Study material –
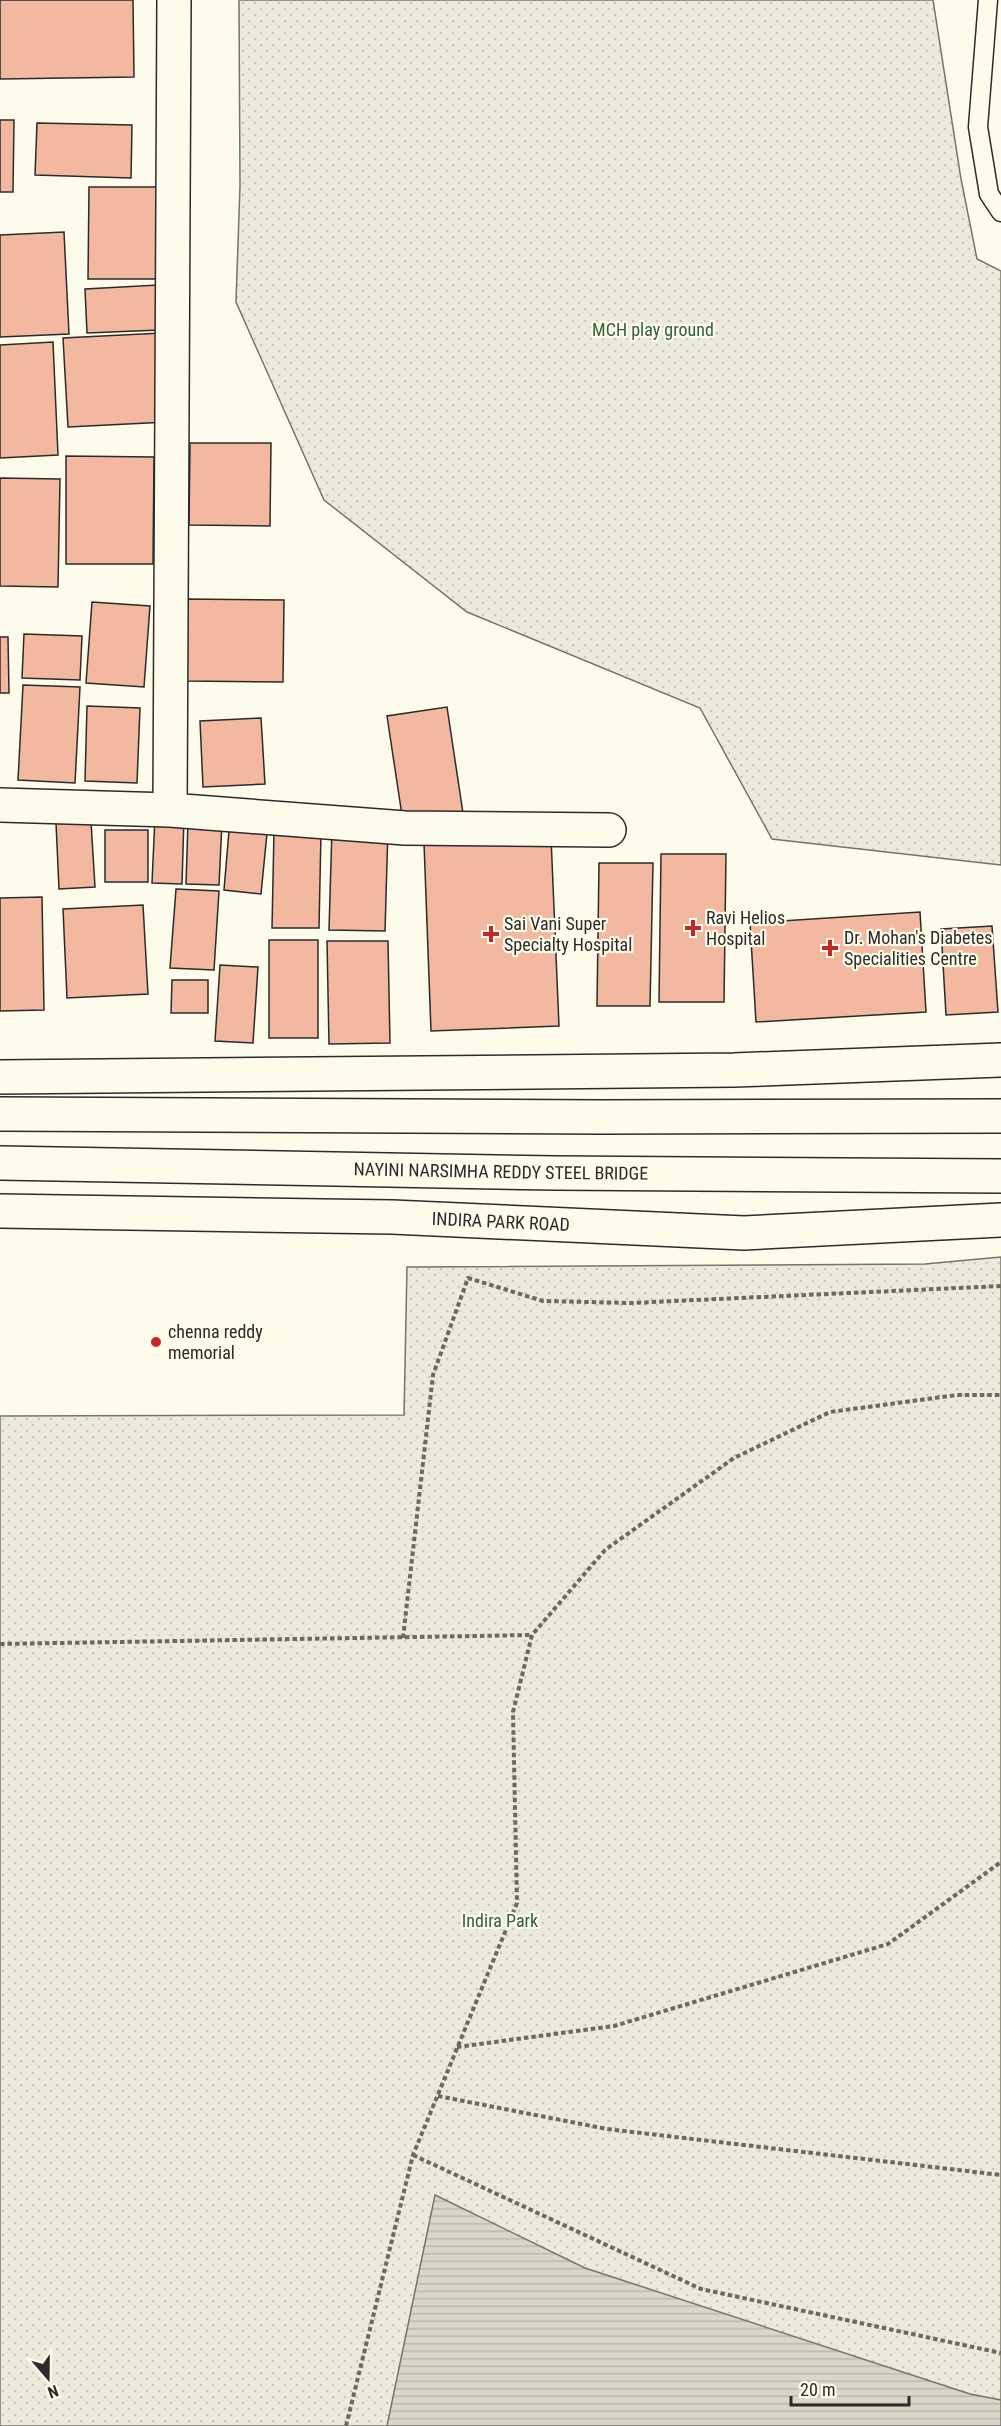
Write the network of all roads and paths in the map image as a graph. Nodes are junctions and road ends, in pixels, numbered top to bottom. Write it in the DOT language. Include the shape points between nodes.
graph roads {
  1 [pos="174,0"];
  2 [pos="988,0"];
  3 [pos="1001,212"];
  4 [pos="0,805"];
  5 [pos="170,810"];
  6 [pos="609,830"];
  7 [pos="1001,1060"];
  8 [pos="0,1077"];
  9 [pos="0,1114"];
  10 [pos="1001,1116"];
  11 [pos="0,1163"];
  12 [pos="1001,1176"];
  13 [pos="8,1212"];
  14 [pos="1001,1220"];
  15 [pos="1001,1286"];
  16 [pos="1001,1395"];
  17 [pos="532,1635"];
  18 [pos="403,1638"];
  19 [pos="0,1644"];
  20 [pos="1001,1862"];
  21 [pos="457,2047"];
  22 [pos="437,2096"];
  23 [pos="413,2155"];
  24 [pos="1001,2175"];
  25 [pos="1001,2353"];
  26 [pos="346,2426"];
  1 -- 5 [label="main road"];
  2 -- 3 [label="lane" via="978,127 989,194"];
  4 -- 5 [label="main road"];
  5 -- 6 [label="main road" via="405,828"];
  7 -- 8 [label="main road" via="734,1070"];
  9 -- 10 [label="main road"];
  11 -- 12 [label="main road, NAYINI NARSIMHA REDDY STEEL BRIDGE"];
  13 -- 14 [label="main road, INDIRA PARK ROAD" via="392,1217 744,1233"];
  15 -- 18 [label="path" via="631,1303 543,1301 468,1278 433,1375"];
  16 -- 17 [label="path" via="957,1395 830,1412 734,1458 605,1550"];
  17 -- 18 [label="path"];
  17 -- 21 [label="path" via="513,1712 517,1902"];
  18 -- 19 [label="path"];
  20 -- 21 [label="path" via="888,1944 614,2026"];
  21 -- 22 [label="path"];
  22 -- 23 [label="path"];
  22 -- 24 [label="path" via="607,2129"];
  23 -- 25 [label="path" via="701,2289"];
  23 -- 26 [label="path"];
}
* * *
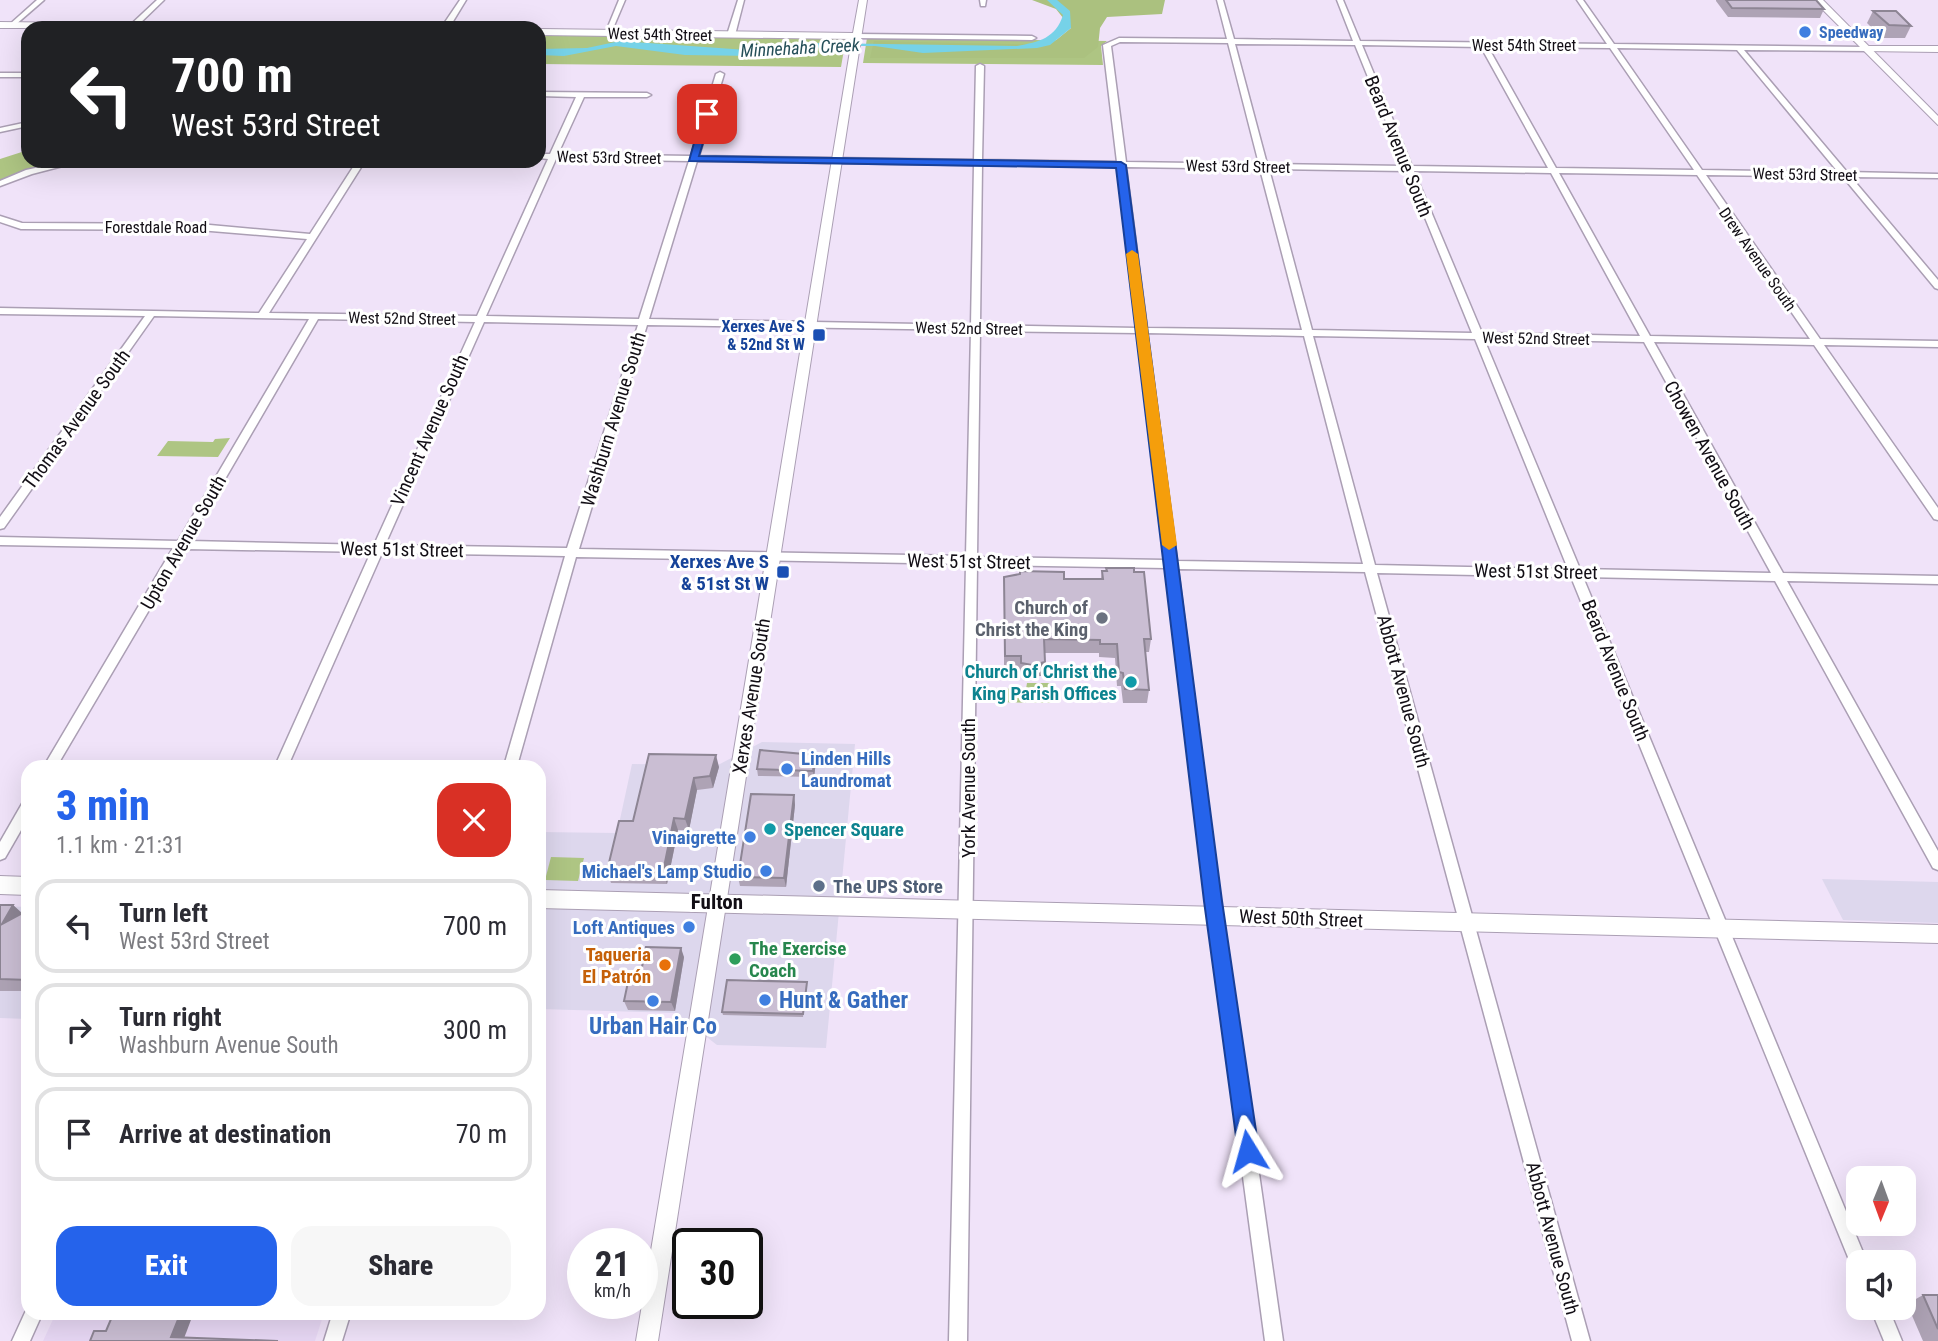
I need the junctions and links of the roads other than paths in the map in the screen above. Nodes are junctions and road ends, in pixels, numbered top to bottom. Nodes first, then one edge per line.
==
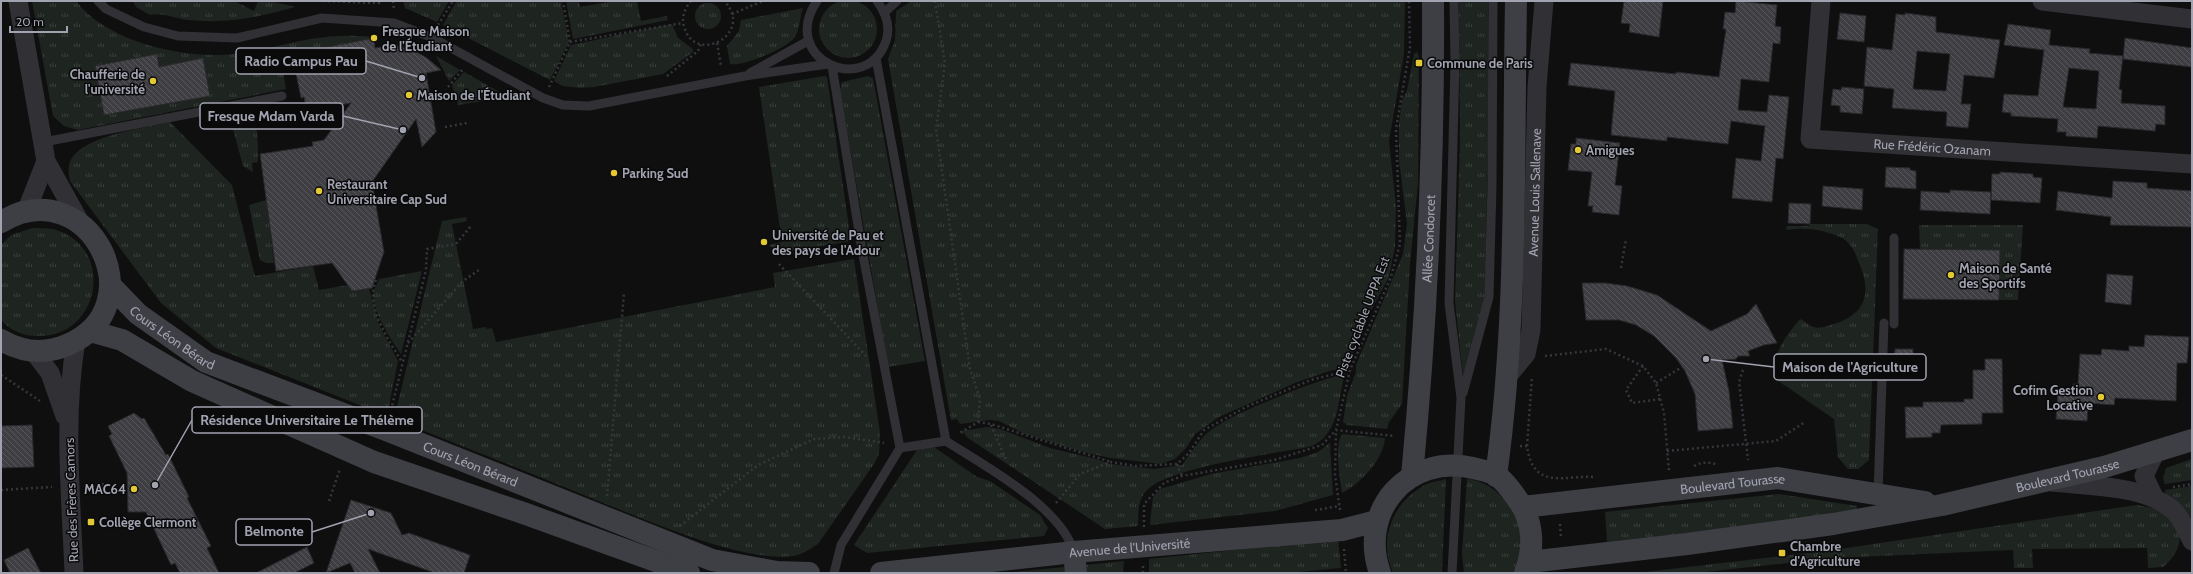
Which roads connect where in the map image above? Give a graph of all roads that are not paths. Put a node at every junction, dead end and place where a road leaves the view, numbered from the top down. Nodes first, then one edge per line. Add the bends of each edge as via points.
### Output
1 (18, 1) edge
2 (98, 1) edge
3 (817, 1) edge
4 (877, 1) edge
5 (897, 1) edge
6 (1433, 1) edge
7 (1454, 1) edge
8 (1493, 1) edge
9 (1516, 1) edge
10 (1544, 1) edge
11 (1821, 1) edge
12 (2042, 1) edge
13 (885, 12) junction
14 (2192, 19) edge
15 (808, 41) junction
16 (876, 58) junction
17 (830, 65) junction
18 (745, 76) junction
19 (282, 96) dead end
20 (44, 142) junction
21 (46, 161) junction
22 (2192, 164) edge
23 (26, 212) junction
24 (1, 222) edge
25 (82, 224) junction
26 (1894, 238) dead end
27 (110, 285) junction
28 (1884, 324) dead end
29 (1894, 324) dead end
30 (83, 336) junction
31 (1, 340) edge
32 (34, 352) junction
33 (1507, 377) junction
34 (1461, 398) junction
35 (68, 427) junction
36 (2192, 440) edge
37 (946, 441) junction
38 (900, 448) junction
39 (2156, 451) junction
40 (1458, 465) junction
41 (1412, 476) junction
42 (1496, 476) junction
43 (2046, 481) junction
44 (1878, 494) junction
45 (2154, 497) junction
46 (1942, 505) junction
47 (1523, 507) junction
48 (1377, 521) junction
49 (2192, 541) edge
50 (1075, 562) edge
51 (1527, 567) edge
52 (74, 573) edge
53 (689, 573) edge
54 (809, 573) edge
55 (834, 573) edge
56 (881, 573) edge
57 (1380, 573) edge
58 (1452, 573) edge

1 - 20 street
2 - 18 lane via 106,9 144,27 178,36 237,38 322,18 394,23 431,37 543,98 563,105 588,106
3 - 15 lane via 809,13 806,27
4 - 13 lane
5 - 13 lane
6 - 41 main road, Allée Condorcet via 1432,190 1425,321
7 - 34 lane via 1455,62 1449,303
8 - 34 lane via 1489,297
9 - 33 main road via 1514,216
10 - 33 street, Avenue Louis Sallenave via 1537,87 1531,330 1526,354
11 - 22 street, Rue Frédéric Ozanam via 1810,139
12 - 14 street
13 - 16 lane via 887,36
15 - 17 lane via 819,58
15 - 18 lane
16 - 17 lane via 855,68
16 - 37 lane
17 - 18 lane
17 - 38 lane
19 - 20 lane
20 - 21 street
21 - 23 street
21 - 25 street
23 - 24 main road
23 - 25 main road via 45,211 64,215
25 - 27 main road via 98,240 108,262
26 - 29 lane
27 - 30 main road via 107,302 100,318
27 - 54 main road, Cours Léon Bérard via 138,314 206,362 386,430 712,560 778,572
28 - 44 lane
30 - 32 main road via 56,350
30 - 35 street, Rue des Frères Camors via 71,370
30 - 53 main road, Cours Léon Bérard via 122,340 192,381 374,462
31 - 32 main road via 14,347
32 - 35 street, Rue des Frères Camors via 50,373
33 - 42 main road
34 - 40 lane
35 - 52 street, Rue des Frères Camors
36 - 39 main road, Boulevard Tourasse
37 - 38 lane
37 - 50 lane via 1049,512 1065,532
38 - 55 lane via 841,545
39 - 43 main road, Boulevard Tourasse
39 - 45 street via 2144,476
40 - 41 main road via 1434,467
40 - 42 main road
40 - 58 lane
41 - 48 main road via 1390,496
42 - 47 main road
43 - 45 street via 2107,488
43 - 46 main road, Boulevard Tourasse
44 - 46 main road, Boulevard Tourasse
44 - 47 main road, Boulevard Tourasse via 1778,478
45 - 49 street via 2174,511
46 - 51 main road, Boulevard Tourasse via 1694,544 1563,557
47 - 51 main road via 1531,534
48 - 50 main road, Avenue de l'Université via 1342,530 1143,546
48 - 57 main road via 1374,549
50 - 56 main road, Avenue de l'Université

Exercise description – Report each line of the records that holds the word "above".

Answer to the exercise –
I need the junctions and links of the roads other than paths in the map in the screen above. Nodes are junctions and road ends, in pixels, numbered top to bottom. Nodes first, then one edge per line.
Which roads connect where in the map image above? Give a graph of all roads that are not paths. Put a node at every junction, dead end and place where a road leaves the view, numbered from the top down. Nodes first, then one edge per line. Add the bends of each edge as via points.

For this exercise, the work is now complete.